仕事を終えて家に帰れば、家事はすべて女性である彼女の仕事。

そして、なにより知り合いも、友人も、親戚も、両親も側にいない、頼れる夫は仕事漬けの日々、彼女は関西という知らない土地で、仕事、家事、二人の子どもさんの子育てと自分の時間などなして頑張りました。

そんな忙しさの中で・・旦那さんと口げんかをすることはあっても、ゆっくりと話し合うことは、当時の彼女にはなかったのかもしれません。

私が知る限り、彼女は本当に我慢強い人で、相手の心を想って先に行動してしまう人です。してくれる人です。
自分よりも、まず相手のことを想い、相手を優先してしまう彼女。

それは・・、

相手にとっては、自分のことを思って行動してくれる人が側にいてくれることは、とても心地良いものです。多分、旦那さんも、そんな優しい彼女のことを十分すぎるくらい分かりながら、感じながらも・・それまで、その想いを、心の中を、言葉にして口には出来なかったのかもしれません。

「夫の最期の言葉」

やがて月日は流れ。
子どもたちも成人し時間の余裕が出来た彼女は、これからの旦那さんと二人の生活に想いがあったようです。が、それは実現することなく…、
彼女が知ったのは、旦那さんの「ガン」宣告でした。

初め彼女は、旦那さんの「ガン」宣告を聞いてショックを受けましたが、〝今の時代、ガンは恐ろしい病気とは言えない。薬や治療も昔より随分と進歩している。大丈夫。手術すれば大丈夫だから〟と、自分に言い聞かせたそうです。

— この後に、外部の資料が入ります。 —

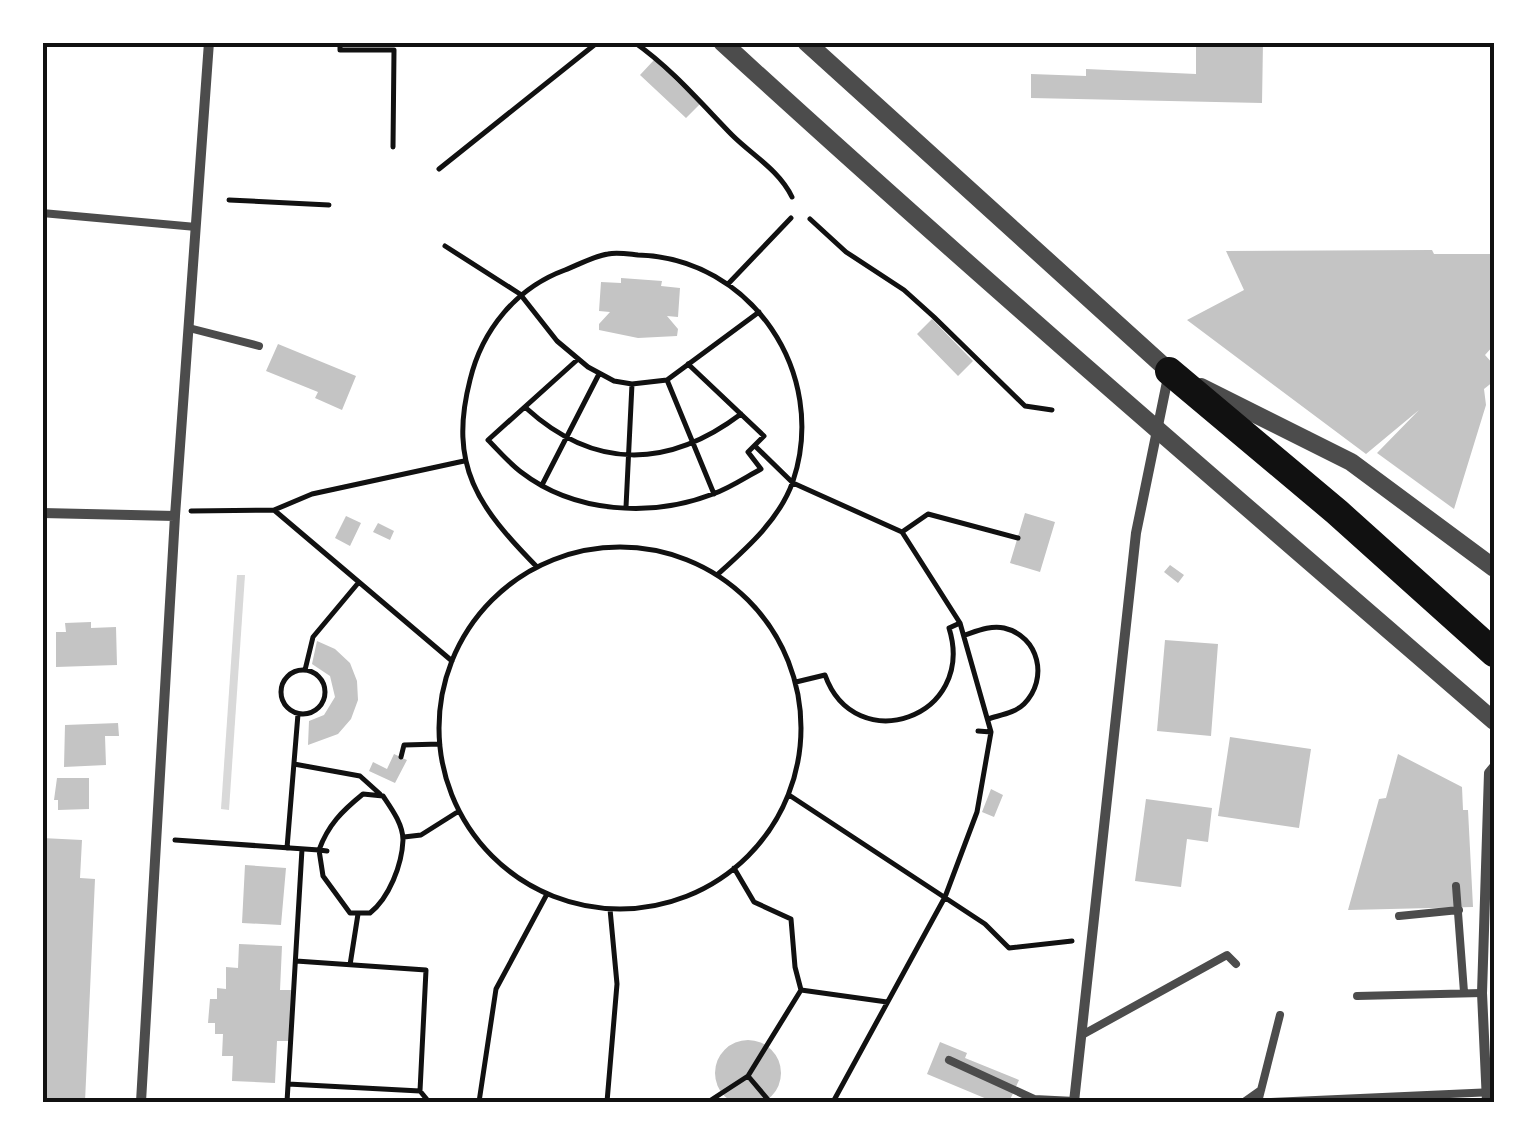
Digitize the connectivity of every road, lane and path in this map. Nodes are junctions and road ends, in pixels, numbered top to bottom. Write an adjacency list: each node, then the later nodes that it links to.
1 (209, 42): 15 (street)
2 (340, 42): 7 (path)
3 (598, 42): 8 (path)
4 (634, 42): 9 (path)
5 (722, 42): 31 (street)
6 (806, 42): 24 (street)
7 (393, 147)
8 (440, 169)
9 (792, 196)
10 (230, 200): 11 (path)
11 (329, 205)
12 (42, 214): 15 (lane)
13 (791, 218): 17 (path)
14 (810, 219): 29 (path)
15 (196, 227): 20 (street)
16 (444, 246): 18 (path)
17 (728, 284): 18 (path); 19 (path)
18 (520, 294): 22 (path); 36 (path)
19 (760, 311): 23 (path); 37 (path)
20 (188, 328): 21 (lane); 43 (street)
21 (258, 346)
22 (577, 360): 25 (path); 28 (path)
23 (688, 364): 26 (path); 30 (path)
24 (1169, 371): 31 (street); 47 (street); 52 (highway)
25 (599, 374): 27 (path); 32 (path)
26 (667, 380): 27 (path); 33 (path)
27 (632, 384): 35 (path)
28 (526, 408): 32 (path); 38 (path)
29 (1052, 410)
30 (740, 414): 33 (path); 34 (path)
31 (1158, 434): 58 (street); 81 (street)
32 (567, 437): 35 (path); 38 (path)
33 (694, 443): 35 (path); 39 (path)
34 (754, 446): 37 (path); 39 (path)
35 (629, 455): 40 (path)
36 (464, 461): 41 (path); 46 (path)
37 (792, 483): 44 (path); 48 (path)
38 (542, 486): 40 (path)
39 (714, 494): 40 (path)
40 (626, 507)
41 (274, 510): 43 (path); 49 (path)
42 (42, 513): 43 (street)
43 (174, 516): 99 (street)
44 (902, 532): 45 (path); 50 (path)
45 (1018, 538)
46 (536, 568): 48 (path); 53 (path)
47 (1494, 568)
48 (718, 574): 55 (path)
49 (359, 582): 53 (path); 54 (path)
50 (960, 623): 51 (path); 55 (path)
51 (965, 635): 57 (path); 57 (path)
52 (1494, 654)
53 (452, 661): 61 (path)
54 (305, 670): 56 (path); 56 (path)
55 (796, 682): 65 (path)
56 (298, 714): 63 (path)
57 (988, 719): 60 (path)
58 (1494, 721)
59 (978, 731): 60 (path)
60 (991, 732): 76 (path)
61 (440, 744): 62 (path); 67 (path)
62 (400, 757)
63 (294, 764): 66 (path); 70 (path)
64 (1494, 767): 87 (street)
65 (789, 794): 73 (path); 76 (path)
66 (383, 796): 68 (path); 72 (path)
67 (459, 812): 68 (path); 75 (path)
68 (403, 837): 79 (path)
69 (175, 840): 70 (path)
70 (288, 848): 71 (path)
71 (302, 849): 72 (path); 82 (path)
72 (323, 850): 79 (path)
73 (734, 868): 77 (path); 85 (path)
74 (1456, 886): 78 (lane)
75 (547, 894): 77 (path); 102 (path)
76 (945, 896): 81 (path); 89 (path)
77 (610, 910): 103 (path)
78 (1459, 910): 80 (lane); 86 (lane)
79 (358, 914): 83 (path)
80 (1400, 916)
81 (1094, 938): 91 (street)
82 (296, 961): 83 (path); 94 (path)
83 (350, 964): 96 (path)
84 (1236, 964): 91 (lane)
85 (801, 990): 89 (path); 93 (path)
86 (1464, 992): 87 (lane); 88 (lane)
87 (1482, 993): 97 (street)
88 (1357, 996)
89 (887, 1002): 106 (path)
90 (1280, 1016): 95 (lane)
91 (1082, 1035): 107 (street)
92 (949, 1060): 107 (lane)
93 (748, 1076): 104 (path); 105 (path)
94 (288, 1084): 96 (path); 100 (path)
95 (1261, 1090): 108 (lane); 109 (lane)
96 (420, 1091): 101 (path)
97 (1489, 1096): 98 (lane)
98 (1362, 1100): 110 (lane)
99 (140, 1102)
100 (288, 1102)
101 (429, 1102)
102 (480, 1102)
103 (607, 1102)
104 (708, 1102)
105 (770, 1102)
106 (833, 1102)
107 (1074, 1102)
108 (1244, 1102)
109 (1258, 1102)
110 (1275, 1102)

ですが、その、彼女の思いは裏切られます。手術をして良くなると信じていた旦那さんの身体は、なぜか良くならずにガンは進行してしまい・・。
そのうち寝たきりになり。

彼女は、なにも考えられずに、ただ、病院と家を往復する毎日。このときの彼女は、多分、抱えきれない感情を、表に出すことさえ忘れていたのかも知れません。

そんな中、ベッドから起き上がることさえ出来なくなった旦那さんが、辛くて、苦しくて、そして、ガンはその身体を鋭く攻撃し・・激しい痛みがあったのではないかと思います。

ですが、彼女の旦那さんは、そのどれも口にすることなく

彼女に残した言葉は、

俺の人生はあんまり良いことが無かったけど…。ひとつだけ良いことがあった

・・それは・・

あなたと結婚出来たことだ

・・そして・・

あの時は、本当に嬉しかった


〝ねぇ、あなた・・、どうして、もっと早く言ってくれなかったの・・〟と、

私には、その話を聞いたとき、音になっては聞こえない彼女の言葉が聞こえ、溢れ出す涙が見えたような気がしました。

人は・・
自分の命が消える瞬間に、自らの口で語られる言葉には、疑いようのない、その人の真実の声があり、素直な心がそのまま言葉になって現れるのだと思います

思うから…
その場(この世)に置いていかれた者には、その言葉に対する自分の想いを、言葉という形にして相手に返すには・・、あまりにも残された時間が短すぎて・・、心が、悲しみや後悔の想いで溢れ出してしまい、辛い時間を過ごすことになるのではないのでしょか。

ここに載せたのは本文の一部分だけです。